Victor Davis Hanson writes about how Harry Truman had to be a quick study when it came to foreign policy, upon the sudden death of Roosevelt. He described how Truman learned from his early mistakes and gradually developed a non-Wilsonian doctrine for foreign affairs. Some interesting history.
Truman's no-nonsense Secretary of State Dean Acheson summed up the president's doctrines: "Released from the acceptance of a dogma that builders and wreckers of a new world order could and should work happily and successfully together, he was free to combine our power and coordinate our action with those who did have a common purpose."

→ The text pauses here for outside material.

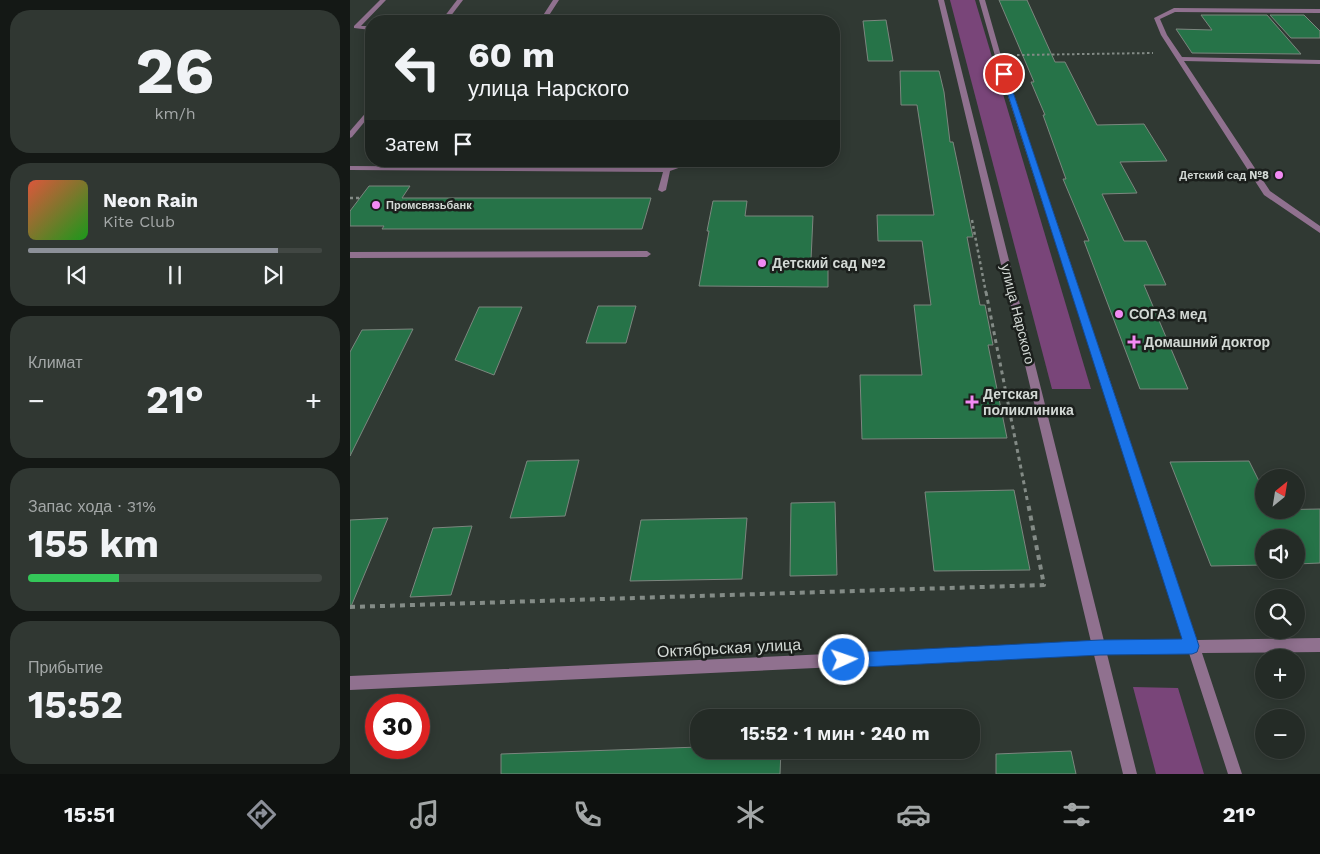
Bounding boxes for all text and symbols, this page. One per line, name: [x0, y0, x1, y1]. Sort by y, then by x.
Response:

Ever since, most Democrats have embraced Truman's "common purpose." That means containing rival anti-Western ideologies, establishing alliances of similarly-minded democratic allies, and periodically standing up to regional thugs.
But not Jimmy Carter. Hanson describes some of the similarities between Carter's foreign policy actions and those, so far, of President Obama.
Will an inexperienced Barack Obama, in the fashion of Harry Truman, learn quickly that the world is chaotic and unstable — best dealt with through strength and unabashed confidence in America's historic role galvanizing democratic allies to confront illiberal aggressors?

Or will a sermonizing Mr. Obama follow the aberrant Democratic path of the sanctimonious Jimmy Carter: finger-wagging at allies, appeasing enemies, publicly faulting his less than perfect predecessors, and hectoring the American people to evolve beyond their supposed prejudices?

America awaits the president's choice. The world's safety hinges upon it.